Ray Kurzweil, Google’s chief engineer, is convinced that human futures are digital. At a conference in New York last year, he bullishly predicted that ”biology as software” will be commonplace within two decades.
His conference address built upon a book he wrote in 2005 in which he foresaw ”software-based humans” who will ”live out on the web, projecting bodies whenever they need or want them, including holographically projected bodies, foglet-projected bodies, and physical bodies comprising nanobot swarms”.
The title of Kurzweil’s book, still widely referenced, was strangely apocalyptic, perhaps unconsciously echoing millennial religion. Indeed, it’s easy to imagine self-appointed cyber-prophets standing on street corners with it written on placards: The Singularity Is Near.
Back at the NAF, Philip Rhoades thinks Kurzweil ”hypes too much”. He’s wary of enthusiastic soothsayers, whom he characterises as ”nano-nirvana people”.
”I think it’s dangerous to promise these things,” he says. ”It falls into the idea of religious ecstasy.”
Nevertheless, he sees NAF’s work as part of a broad tapestry of research that, collectively and incrementally, but eventually, nevertheless, will free humanity from death.
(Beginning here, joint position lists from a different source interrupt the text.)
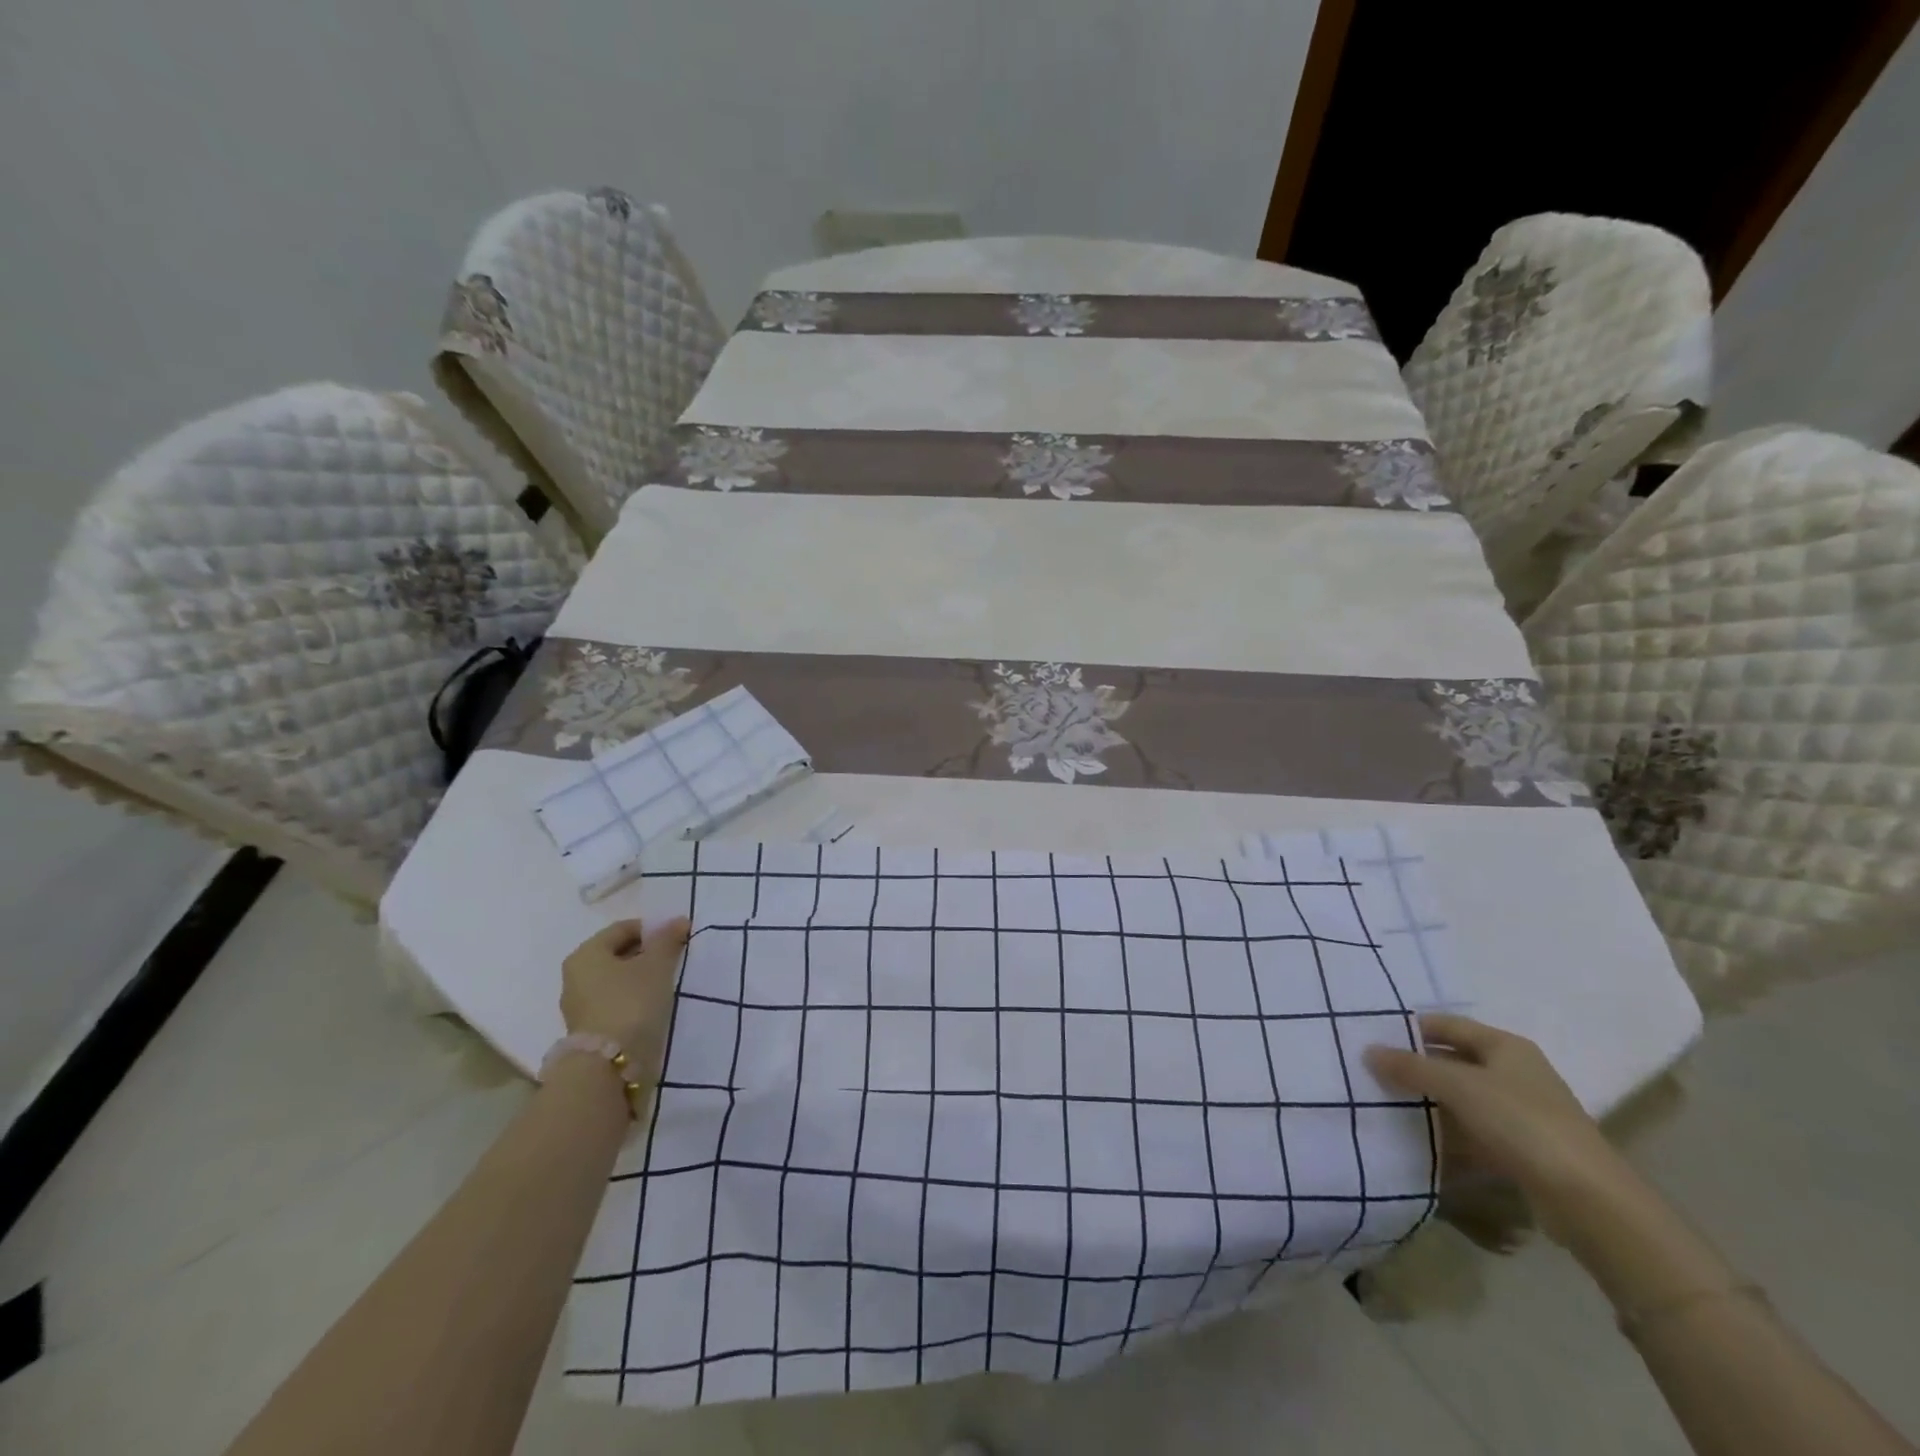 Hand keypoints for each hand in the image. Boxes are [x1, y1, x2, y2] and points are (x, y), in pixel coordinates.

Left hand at [560, 918, 690, 1084]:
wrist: (609, 1068)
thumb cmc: (631, 1004)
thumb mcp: (656, 966)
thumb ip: (667, 940)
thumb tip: (678, 920)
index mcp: (586, 954)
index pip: (623, 929)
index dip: (653, 928)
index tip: (678, 937)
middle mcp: (576, 976)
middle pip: (618, 954)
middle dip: (648, 953)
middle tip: (676, 959)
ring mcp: (580, 1006)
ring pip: (618, 980)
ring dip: (642, 977)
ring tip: (669, 983)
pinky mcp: (590, 1030)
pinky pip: (616, 1002)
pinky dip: (636, 998)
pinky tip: (655, 1005)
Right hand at [1365, 1013, 1629, 1244]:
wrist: (1589, 1200)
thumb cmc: (1522, 1123)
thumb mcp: (1458, 1087)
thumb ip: (1411, 1068)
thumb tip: (1368, 1051)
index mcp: (1505, 1046)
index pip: (1447, 1025)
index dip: (1411, 1029)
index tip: (1373, 1037)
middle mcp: (1515, 1072)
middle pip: (1454, 1060)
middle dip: (1416, 1067)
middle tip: (1373, 1072)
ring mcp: (1521, 1112)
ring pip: (1463, 1097)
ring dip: (1430, 1101)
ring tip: (1386, 1104)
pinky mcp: (1523, 1148)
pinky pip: (1474, 1130)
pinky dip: (1448, 1132)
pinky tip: (1420, 1140) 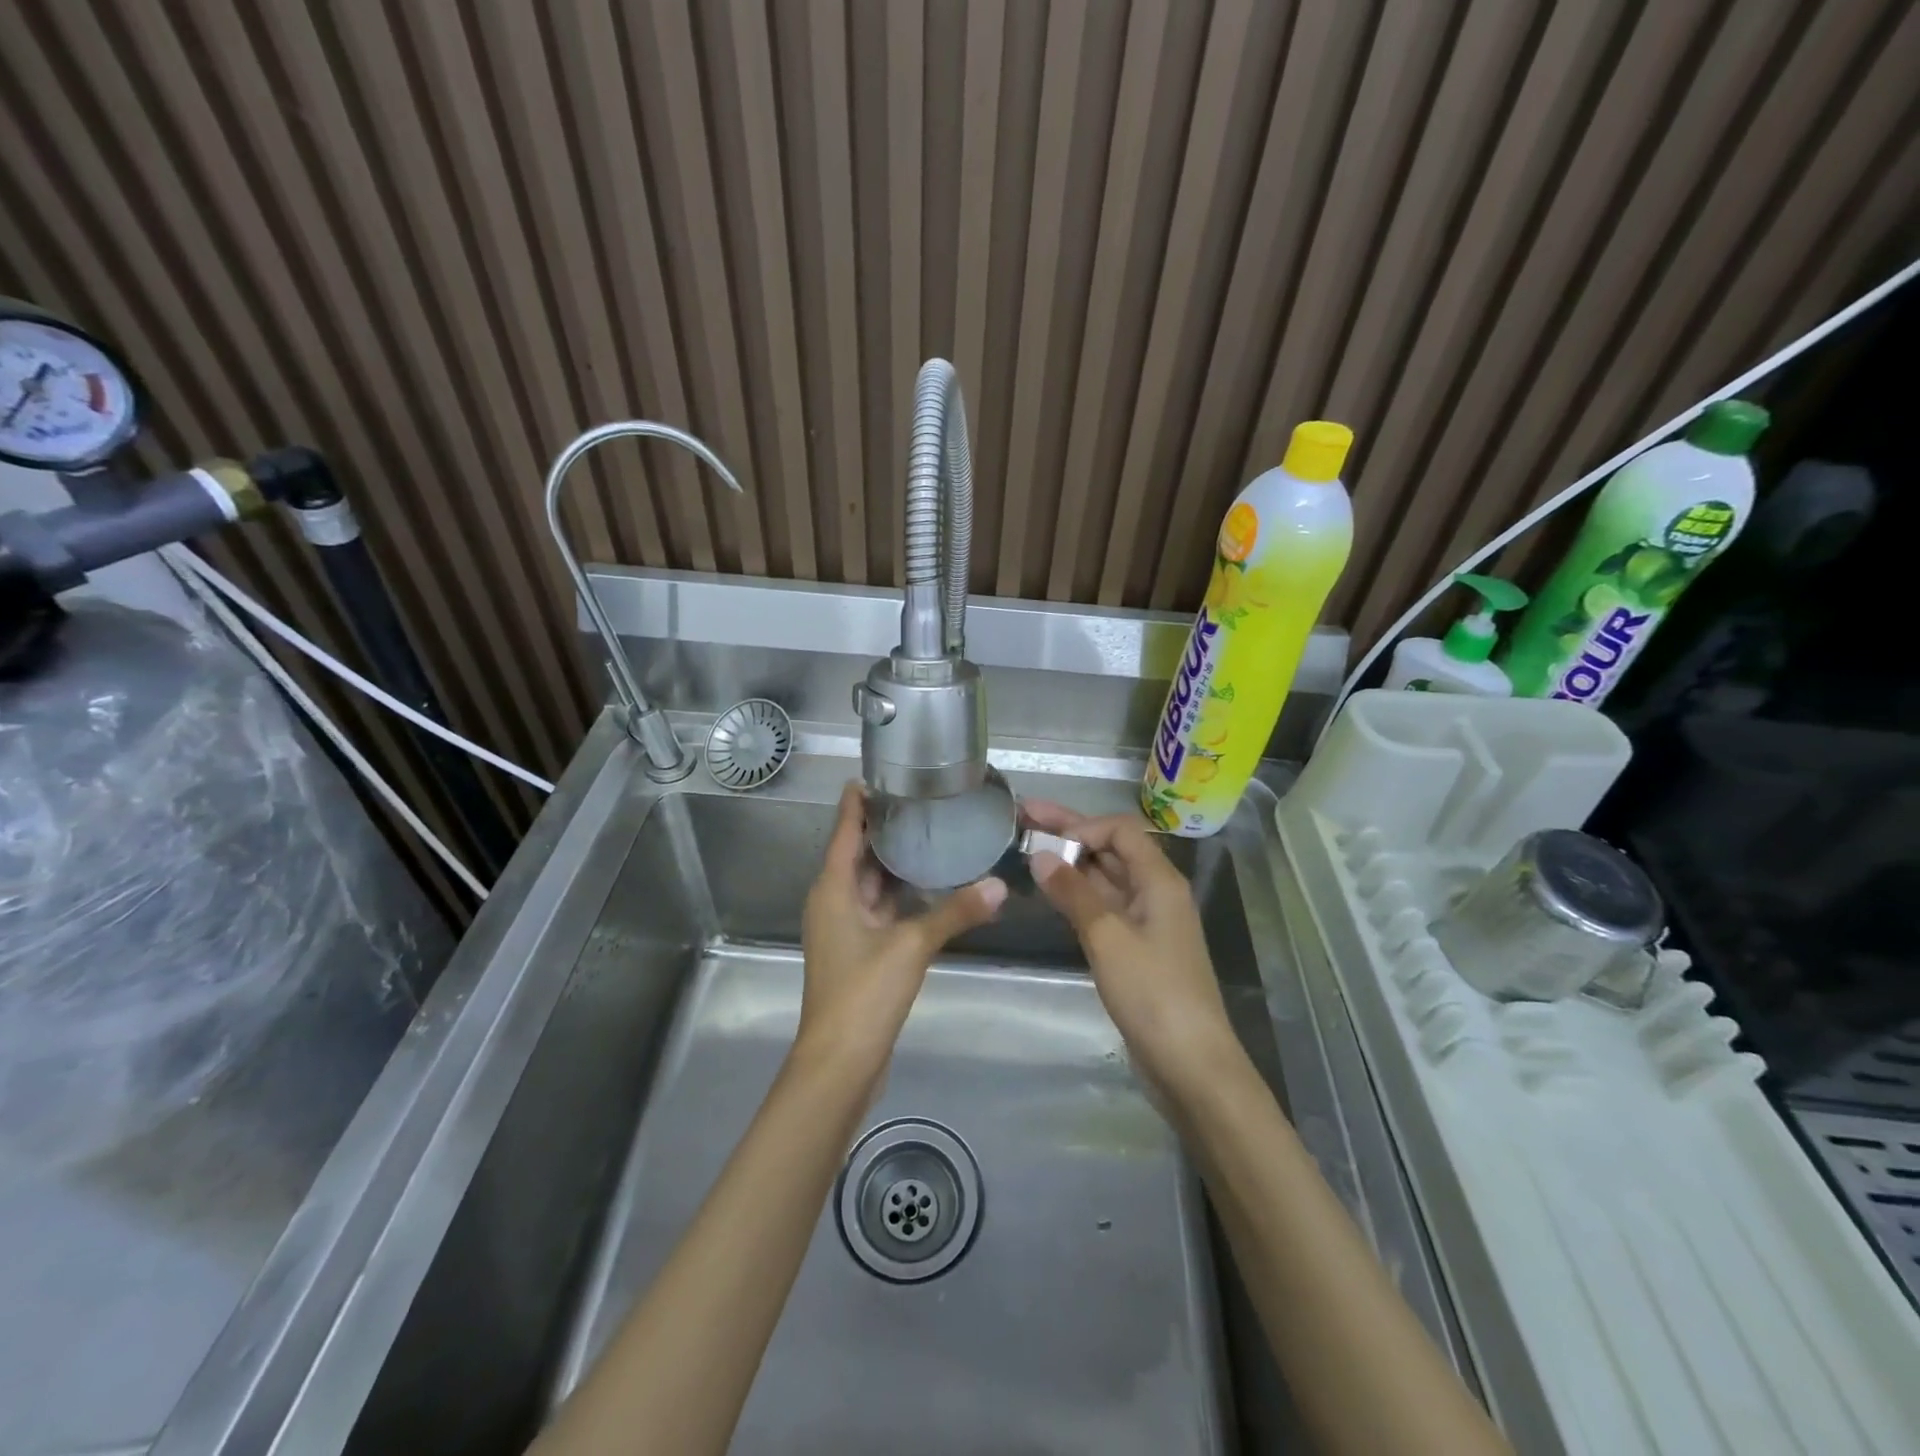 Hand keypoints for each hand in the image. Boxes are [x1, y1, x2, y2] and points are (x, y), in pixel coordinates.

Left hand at [797, 782, 1006, 1081]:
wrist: (840, 1062)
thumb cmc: (864, 992)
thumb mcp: (912, 946)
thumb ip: (956, 911)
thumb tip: (1001, 884)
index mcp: (832, 888)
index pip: (847, 828)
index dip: (861, 799)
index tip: (884, 772)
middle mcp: (834, 899)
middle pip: (858, 851)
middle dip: (887, 825)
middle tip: (924, 797)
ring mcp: (846, 926)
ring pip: (871, 880)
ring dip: (897, 859)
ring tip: (933, 830)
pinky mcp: (860, 949)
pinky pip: (881, 906)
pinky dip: (902, 891)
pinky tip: (932, 883)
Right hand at [1024, 801, 1242, 1096]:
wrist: (1191, 1064)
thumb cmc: (1153, 994)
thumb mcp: (1108, 938)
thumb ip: (1074, 893)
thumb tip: (1040, 855)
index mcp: (1160, 881)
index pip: (1120, 831)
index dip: (1082, 826)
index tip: (1044, 839)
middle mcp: (1156, 893)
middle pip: (1111, 849)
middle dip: (1069, 832)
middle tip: (1023, 815)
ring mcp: (1146, 922)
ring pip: (1105, 878)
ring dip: (1071, 863)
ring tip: (1029, 849)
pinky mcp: (1136, 949)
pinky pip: (1104, 907)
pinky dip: (1078, 894)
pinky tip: (1052, 892) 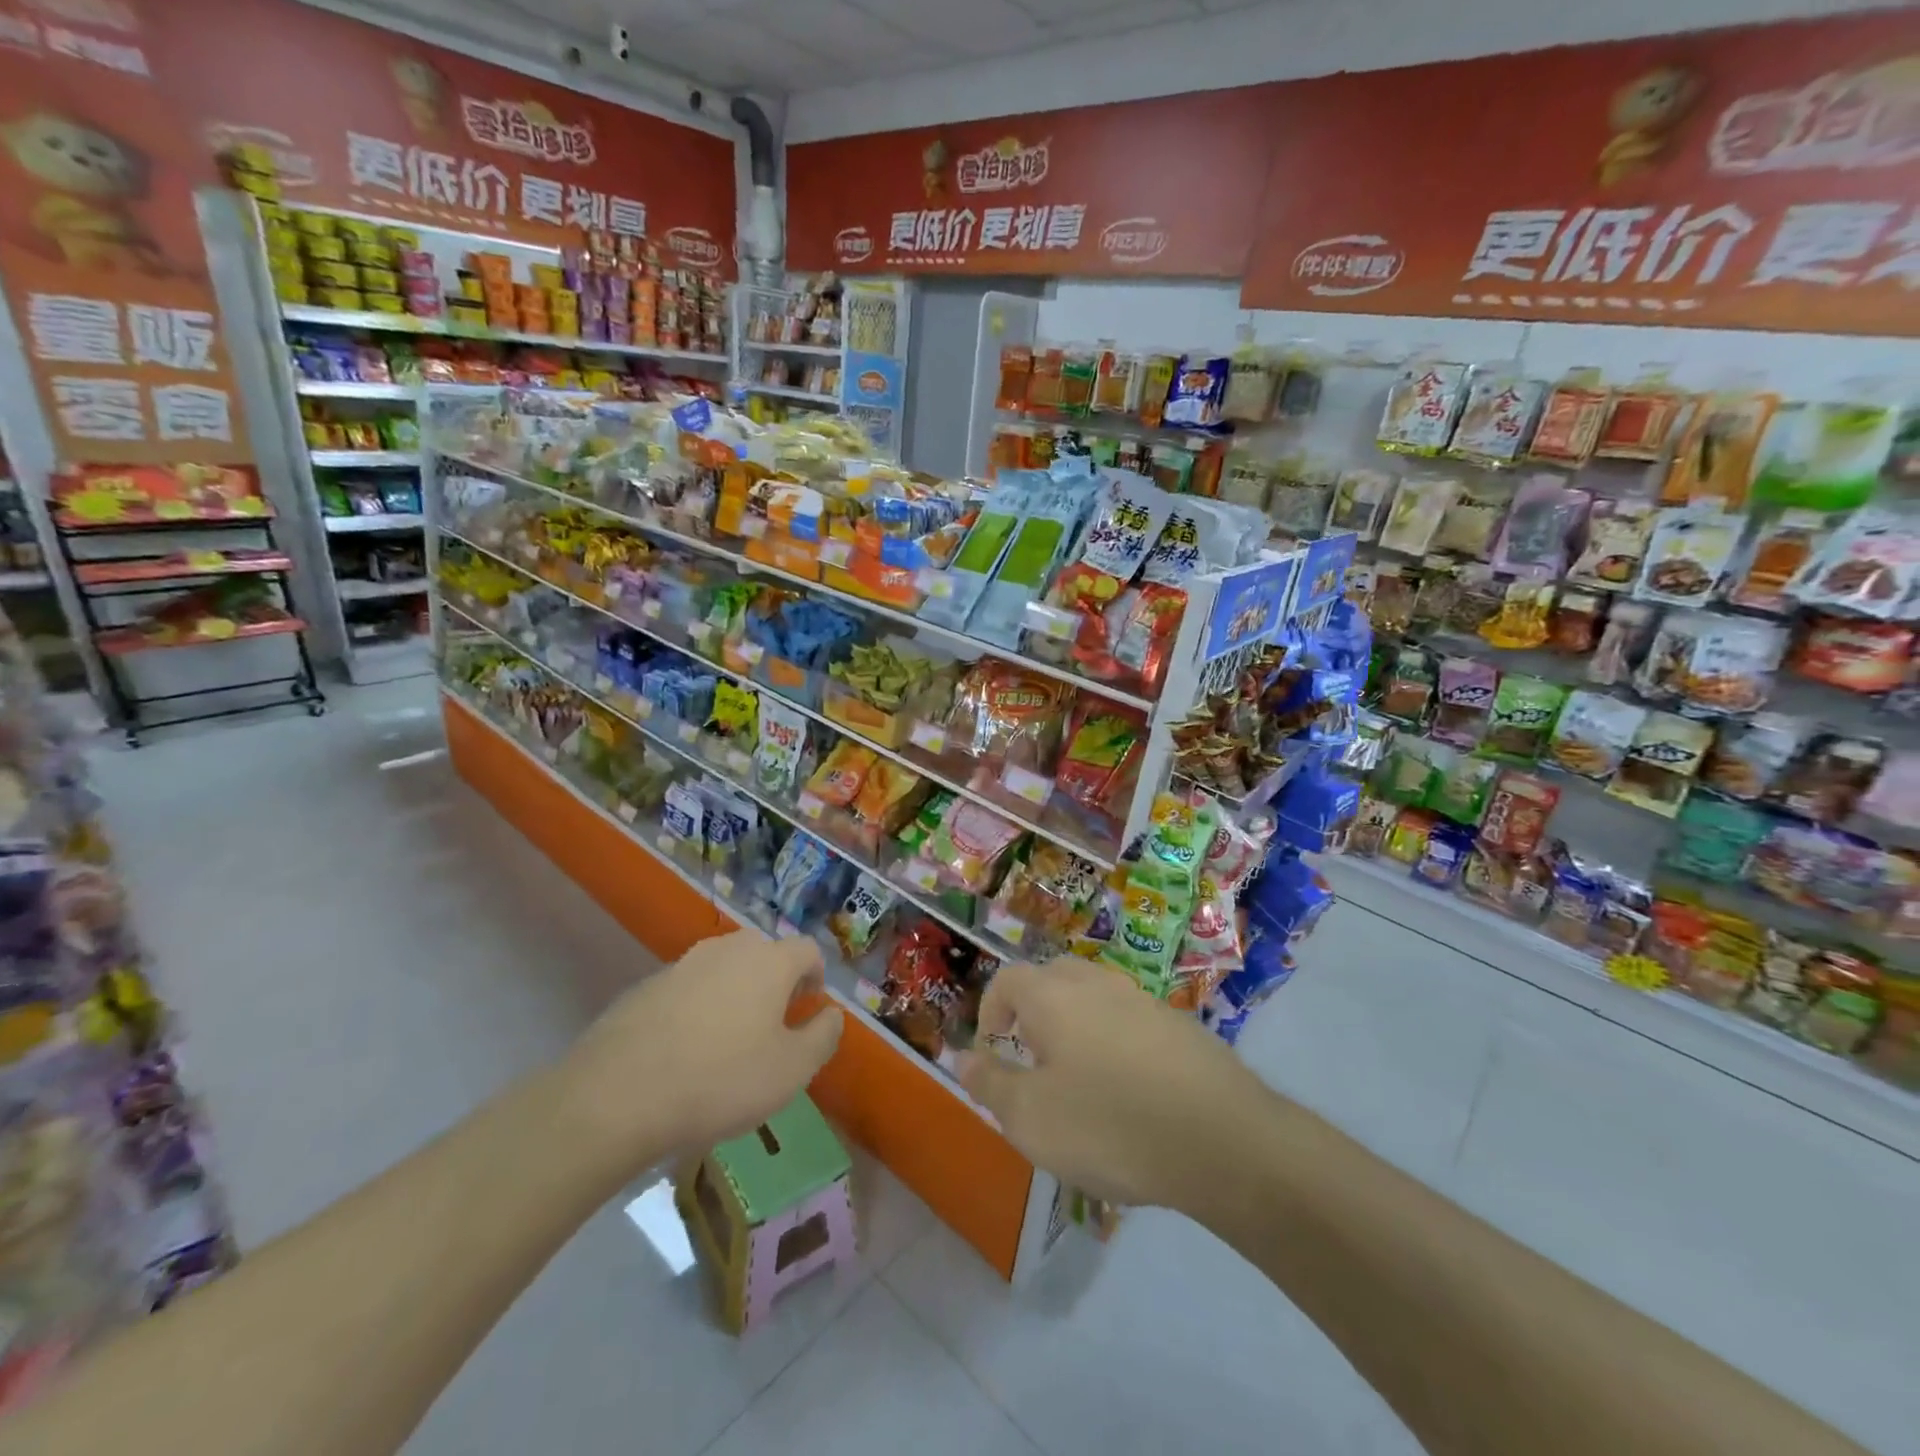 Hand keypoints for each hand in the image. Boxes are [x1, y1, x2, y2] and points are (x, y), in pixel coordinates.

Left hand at [560, 929, 843, 1173]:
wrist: (616, 1095)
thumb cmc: (720, 1080)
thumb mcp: (791, 1070)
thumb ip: (823, 1036)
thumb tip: (832, 1014)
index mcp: (768, 961)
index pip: (807, 949)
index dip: (816, 976)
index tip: (809, 1008)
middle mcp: (727, 950)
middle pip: (764, 953)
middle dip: (775, 982)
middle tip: (773, 1024)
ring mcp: (682, 964)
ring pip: (723, 969)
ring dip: (735, 993)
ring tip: (729, 1040)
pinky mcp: (646, 986)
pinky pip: (688, 989)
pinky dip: (698, 1008)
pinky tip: (686, 1051)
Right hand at [957, 958, 1267, 1211]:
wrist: (1222, 1138)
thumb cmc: (1109, 1124)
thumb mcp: (1031, 1119)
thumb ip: (990, 1084)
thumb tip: (964, 1058)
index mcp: (1053, 995)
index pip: (1007, 980)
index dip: (990, 1010)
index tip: (993, 1050)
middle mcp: (1095, 983)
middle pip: (1051, 979)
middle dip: (1032, 1012)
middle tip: (1031, 1059)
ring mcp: (1142, 999)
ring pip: (1093, 999)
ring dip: (1074, 1028)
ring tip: (1079, 1081)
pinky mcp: (1178, 1025)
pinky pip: (1129, 1023)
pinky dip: (1114, 1044)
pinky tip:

”Research into longevity, brains and brain chemistry will each add a few years to life,” he says. ”Eventually we will reach escape velocity and then you only die voluntarily, when you decide you’re too bored to live any longer.”
But, hey, how boring can it get? Leading digital life lobbyists Carbon Copies favour ”research which seeks to understand the brain and nervous system of a wide range of organisms, including humans, in order to facilitate emulation of these organisms in an artificial substrate, for example a computer processor”.
In monotheist religious tradition, God made the Earth. In the kind of existence predicted and sought by advocates of mind-uploading, the deity in charge would be, numerically at least, Bill Gates.
Which is perhaps a thought sufficient to make many question the appeal of immortality.